--- Aim of the exercise ---
Please return all lines from the records below that include the string "自強四街".

--- Dataset extract ---

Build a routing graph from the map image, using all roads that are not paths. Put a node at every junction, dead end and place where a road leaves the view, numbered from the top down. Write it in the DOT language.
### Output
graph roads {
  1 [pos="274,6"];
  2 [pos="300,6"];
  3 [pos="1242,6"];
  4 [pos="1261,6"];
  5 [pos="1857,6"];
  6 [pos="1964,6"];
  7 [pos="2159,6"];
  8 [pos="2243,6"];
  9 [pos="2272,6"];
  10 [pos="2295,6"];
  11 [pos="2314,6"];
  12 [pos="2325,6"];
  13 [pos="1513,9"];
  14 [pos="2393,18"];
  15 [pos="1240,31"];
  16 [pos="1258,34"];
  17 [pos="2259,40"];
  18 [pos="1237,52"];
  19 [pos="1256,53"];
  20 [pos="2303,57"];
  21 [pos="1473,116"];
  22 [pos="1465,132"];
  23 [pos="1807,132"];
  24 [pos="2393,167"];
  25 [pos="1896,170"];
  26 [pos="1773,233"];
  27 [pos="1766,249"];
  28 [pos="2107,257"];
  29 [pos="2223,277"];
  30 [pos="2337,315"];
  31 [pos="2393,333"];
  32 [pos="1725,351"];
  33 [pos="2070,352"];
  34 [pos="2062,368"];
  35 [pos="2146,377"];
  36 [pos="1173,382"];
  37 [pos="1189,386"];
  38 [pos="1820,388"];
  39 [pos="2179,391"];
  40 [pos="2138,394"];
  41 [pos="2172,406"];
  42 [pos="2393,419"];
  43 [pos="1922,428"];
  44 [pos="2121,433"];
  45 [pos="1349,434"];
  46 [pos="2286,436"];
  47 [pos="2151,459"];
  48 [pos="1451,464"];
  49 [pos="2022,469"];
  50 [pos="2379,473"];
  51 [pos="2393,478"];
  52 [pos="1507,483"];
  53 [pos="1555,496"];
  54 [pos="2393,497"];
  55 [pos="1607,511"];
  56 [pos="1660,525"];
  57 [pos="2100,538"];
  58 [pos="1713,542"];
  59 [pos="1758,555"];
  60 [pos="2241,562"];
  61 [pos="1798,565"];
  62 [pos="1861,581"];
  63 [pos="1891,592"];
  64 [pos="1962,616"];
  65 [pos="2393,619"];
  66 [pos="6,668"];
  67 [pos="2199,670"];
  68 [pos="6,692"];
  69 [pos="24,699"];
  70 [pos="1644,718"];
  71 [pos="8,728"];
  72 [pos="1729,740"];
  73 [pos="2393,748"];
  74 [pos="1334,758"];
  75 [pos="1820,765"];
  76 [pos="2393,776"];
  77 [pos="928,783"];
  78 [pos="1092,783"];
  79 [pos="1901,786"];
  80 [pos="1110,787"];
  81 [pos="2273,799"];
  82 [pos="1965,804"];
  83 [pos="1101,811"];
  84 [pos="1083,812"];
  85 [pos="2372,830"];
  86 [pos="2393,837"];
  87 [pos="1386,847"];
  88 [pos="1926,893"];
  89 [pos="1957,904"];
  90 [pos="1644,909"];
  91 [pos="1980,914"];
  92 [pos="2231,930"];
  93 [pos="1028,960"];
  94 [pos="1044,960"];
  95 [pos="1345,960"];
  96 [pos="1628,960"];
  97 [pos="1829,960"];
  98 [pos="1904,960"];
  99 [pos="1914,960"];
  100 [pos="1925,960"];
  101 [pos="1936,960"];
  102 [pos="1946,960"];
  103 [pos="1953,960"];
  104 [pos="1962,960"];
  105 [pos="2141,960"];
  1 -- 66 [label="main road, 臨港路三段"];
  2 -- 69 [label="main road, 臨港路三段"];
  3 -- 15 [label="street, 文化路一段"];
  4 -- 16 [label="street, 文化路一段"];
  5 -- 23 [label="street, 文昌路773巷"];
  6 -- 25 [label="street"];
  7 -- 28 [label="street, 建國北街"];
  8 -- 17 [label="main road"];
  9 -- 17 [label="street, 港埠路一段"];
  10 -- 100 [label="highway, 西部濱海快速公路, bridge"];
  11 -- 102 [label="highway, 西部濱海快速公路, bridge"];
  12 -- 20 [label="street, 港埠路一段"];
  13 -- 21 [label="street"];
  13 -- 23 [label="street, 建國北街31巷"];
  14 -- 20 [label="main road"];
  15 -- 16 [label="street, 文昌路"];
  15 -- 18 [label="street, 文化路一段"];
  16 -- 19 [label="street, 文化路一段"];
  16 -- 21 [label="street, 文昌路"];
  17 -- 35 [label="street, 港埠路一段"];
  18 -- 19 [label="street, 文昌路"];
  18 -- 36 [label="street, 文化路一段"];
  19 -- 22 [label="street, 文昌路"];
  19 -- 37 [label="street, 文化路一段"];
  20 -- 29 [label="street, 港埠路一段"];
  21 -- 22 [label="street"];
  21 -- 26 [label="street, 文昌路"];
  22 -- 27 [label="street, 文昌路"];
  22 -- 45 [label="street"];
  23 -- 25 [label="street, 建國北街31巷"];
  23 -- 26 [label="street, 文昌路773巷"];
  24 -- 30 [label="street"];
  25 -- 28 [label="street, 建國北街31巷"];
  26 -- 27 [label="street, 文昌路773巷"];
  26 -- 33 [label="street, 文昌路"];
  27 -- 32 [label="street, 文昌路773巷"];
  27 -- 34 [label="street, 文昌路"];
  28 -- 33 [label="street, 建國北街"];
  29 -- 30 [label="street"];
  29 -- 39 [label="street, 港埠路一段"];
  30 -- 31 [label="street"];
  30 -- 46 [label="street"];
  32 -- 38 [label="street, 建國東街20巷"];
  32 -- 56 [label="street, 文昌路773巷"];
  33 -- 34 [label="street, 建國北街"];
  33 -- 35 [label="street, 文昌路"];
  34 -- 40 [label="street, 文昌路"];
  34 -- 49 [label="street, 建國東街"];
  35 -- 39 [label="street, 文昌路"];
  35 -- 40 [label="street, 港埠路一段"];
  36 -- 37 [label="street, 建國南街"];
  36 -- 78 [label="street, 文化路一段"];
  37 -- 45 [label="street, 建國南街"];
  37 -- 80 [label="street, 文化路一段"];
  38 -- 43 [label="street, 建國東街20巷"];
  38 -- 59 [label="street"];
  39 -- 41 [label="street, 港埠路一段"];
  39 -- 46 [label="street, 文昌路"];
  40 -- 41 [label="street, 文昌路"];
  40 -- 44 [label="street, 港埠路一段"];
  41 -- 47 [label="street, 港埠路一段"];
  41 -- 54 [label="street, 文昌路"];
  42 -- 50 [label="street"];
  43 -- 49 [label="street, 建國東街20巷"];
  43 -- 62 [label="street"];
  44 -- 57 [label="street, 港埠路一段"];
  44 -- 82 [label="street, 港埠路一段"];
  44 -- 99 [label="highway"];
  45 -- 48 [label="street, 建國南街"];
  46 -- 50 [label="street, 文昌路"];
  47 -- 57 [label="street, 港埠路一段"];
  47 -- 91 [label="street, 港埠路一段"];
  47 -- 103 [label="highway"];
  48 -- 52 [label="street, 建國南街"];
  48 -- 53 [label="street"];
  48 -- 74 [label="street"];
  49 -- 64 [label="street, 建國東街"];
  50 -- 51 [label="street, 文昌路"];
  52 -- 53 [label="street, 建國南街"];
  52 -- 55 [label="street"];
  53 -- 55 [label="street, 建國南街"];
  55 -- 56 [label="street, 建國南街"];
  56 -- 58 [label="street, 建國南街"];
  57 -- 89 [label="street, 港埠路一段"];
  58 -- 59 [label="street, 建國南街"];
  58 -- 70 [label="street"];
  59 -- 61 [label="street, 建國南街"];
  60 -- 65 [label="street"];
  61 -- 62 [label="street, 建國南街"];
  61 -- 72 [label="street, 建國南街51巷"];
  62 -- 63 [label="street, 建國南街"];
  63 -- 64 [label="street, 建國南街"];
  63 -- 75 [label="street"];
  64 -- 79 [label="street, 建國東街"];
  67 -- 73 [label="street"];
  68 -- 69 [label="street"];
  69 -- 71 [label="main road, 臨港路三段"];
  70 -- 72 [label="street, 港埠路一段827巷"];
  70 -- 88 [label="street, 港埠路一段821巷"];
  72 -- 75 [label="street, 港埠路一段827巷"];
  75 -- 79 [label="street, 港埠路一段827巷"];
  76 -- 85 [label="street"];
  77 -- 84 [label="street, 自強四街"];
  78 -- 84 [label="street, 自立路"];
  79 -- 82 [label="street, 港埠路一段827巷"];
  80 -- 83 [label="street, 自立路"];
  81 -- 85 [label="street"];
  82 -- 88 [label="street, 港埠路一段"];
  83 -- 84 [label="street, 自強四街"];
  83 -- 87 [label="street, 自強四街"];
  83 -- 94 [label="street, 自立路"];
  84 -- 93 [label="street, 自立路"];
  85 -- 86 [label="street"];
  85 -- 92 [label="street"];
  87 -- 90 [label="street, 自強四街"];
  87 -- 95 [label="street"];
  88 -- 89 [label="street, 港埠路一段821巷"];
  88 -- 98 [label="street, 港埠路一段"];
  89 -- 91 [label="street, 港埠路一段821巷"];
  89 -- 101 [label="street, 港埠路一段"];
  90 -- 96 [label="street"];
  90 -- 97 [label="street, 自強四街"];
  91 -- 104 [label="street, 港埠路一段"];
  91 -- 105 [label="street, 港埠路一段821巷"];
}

--- Answer for the task ---
  77 -- 84 [label="street, 自強四街"];
  83 -- 84 [label="street, 自強四街"];
  83 -- 87 [label="street, 自強四街"];
  87 -- 90 [label="street, 自強四街"];
  90 -- 97 [label="street, 自強四街"];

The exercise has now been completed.